Ces résultats pourraient avoir des conséquences concrètes en cas d'épidémie majeure. Imaginons qu'un grand pays comme le Nigeria soit confronté à une grosse épidémie nécessitant 15 millions de vaccins, et que ces derniers ne soient pas disponibles. Le gouvernement devrait alors choisir de vacciner 15 millions de personnes avec une efficacité de 80% ou d'en vacciner 3 millions avec une efficacité de 90 %. Il va sans dire que ce n'est pas une solution optimale, mais cela reste une piste à explorer en cas d'épidémie grave et de manque de solution alternative.

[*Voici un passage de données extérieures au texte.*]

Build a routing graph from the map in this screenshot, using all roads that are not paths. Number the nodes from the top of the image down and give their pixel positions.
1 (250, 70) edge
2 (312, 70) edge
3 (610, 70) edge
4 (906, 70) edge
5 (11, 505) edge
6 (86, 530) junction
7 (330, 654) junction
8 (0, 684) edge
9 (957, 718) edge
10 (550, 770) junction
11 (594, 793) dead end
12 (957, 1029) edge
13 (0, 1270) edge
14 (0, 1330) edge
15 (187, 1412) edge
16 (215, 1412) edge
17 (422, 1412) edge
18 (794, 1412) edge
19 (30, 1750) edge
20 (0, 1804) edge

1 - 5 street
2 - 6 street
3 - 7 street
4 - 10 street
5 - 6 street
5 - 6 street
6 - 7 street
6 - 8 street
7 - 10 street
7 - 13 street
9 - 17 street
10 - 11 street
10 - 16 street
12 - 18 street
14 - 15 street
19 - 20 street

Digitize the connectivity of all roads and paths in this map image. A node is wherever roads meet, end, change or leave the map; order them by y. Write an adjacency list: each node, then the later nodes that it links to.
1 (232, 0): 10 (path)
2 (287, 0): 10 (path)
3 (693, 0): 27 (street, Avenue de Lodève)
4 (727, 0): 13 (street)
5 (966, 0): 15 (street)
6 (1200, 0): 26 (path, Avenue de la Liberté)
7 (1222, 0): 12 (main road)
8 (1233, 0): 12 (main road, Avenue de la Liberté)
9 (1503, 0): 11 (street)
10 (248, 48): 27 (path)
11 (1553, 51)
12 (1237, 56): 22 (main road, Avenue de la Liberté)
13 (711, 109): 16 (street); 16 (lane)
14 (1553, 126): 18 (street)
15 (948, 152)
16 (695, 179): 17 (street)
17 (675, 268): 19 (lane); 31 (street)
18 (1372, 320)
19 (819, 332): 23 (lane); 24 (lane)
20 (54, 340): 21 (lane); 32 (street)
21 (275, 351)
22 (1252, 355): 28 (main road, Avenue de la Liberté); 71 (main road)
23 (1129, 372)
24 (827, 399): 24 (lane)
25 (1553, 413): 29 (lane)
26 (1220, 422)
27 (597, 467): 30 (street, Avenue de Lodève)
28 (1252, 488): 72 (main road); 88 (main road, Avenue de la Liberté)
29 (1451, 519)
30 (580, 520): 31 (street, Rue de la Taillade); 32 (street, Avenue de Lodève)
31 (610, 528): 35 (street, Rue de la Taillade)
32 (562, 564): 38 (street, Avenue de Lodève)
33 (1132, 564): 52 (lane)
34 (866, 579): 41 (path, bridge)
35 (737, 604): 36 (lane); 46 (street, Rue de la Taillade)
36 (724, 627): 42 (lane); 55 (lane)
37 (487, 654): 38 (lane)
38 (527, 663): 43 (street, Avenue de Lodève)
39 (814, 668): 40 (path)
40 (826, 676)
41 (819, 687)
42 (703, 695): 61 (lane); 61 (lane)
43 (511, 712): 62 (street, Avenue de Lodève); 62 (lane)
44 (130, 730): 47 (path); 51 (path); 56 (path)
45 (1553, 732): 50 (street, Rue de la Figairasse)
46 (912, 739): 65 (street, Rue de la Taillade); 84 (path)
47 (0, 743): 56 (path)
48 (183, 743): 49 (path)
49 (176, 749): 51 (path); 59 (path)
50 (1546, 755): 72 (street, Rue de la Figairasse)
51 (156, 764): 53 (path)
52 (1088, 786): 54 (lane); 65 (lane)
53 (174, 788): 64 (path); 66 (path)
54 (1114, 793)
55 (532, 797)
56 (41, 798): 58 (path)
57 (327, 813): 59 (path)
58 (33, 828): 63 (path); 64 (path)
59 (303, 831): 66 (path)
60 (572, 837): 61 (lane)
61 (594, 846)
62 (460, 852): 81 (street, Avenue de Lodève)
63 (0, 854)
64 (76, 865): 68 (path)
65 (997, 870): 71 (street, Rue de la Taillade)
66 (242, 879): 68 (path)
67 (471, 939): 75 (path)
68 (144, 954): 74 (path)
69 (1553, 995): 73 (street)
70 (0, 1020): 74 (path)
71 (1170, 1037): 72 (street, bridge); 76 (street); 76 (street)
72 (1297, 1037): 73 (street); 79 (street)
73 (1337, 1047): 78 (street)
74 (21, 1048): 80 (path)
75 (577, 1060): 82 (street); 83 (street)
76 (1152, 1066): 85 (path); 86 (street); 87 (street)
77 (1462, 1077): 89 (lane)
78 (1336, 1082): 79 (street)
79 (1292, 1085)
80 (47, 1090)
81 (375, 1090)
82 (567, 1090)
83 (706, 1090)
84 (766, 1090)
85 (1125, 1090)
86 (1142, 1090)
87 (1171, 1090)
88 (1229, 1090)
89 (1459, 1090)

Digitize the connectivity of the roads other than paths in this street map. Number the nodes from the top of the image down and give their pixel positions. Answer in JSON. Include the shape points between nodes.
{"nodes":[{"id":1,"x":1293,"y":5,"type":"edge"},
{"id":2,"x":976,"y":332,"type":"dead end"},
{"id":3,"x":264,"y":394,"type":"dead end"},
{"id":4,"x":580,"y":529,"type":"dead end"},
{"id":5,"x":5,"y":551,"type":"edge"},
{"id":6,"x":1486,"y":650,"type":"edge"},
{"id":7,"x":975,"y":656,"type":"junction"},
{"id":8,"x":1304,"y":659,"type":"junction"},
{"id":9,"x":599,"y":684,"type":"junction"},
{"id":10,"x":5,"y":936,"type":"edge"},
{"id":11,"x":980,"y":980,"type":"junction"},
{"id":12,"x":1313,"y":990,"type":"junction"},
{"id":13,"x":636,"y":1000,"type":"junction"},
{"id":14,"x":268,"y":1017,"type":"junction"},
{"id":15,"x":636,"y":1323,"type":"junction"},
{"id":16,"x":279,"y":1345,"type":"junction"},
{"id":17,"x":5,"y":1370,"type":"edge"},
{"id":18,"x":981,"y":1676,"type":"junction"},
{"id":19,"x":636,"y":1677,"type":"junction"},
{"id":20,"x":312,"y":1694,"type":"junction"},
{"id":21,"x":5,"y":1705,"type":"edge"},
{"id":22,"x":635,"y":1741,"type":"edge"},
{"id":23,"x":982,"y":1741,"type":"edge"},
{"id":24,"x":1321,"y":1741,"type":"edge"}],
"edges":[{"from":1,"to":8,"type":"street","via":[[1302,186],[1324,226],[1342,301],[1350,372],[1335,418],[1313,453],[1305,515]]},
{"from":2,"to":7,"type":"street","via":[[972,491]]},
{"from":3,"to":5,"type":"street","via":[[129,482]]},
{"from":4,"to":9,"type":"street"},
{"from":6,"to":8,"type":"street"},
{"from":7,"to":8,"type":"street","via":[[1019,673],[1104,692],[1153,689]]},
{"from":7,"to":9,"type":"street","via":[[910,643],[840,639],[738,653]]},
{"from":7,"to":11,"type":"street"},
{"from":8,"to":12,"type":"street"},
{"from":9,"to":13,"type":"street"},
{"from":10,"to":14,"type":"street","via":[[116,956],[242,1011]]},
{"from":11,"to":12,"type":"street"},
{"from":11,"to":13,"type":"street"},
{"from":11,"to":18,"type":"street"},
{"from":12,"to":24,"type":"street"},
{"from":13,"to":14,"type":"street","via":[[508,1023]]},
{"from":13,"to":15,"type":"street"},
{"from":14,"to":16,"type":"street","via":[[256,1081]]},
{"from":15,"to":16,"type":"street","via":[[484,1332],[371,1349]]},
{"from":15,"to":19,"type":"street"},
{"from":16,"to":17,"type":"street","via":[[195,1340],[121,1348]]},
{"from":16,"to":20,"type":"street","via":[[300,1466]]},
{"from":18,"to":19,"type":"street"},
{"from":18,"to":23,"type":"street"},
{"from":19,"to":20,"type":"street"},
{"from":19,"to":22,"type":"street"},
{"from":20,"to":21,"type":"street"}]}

Quand disposera-t-on d'un vaccin durablement efficace ?
Le vaccin polysaccharidique actuel ne protège que pendant deux à trois ans, les pays de la « ceinture de la méningite » sont donc pris dans un cycle d'épidémies. Il y a cependant un espoir, car les chercheurs testent actuellement un vaccin conjugué pour la souche A qui pourrait fournir une protection durable. Le vaccin conjugué peut avoir un effet durable et il pourrait ainsi mettre un terme à toutes les épidémies d'Afrique. Il pourrait être utilisé lors des périodes d'épidémie, mais l'objectif est plutôt celui d'une vaccination systématique de tous les habitants de la « ceinture de la méningite ». Le vaccin conjugué est actuellement au stade des essais cliniques. Malheureusement, cette version conjuguée ne sera au plus tôt disponible à grande échelle qu'en 2012.
Que fait-on pendant ce temps pour résoudre le problème d'approvisionnement ?
MSF travaille avec l'Organisation Mondiale de la Santé en vue de trouver des sources alternatives d'approvisionnement pour vaccin actuel, auprès de sociétés au Brésil et à Cuba. Il y a des fabricants dans ces pays qui ont été préqualifiés par l'OMS pour la production de vaccins contre la fièvre jaune, par exemple, mais pas contre la méningite. Ces négociations ne porteront cependant pas leurs fruits avant l'an prochain, au plus tôt. Nous avons véritablement besoin de ces alternatives à court terme, avant la mise à disposition du vaccin conjugué. Mais aucun fabricant n'est vraiment intéressé, car cela suppose de forts investissement alors qu'une solution est annoncée dans environ cinq ans.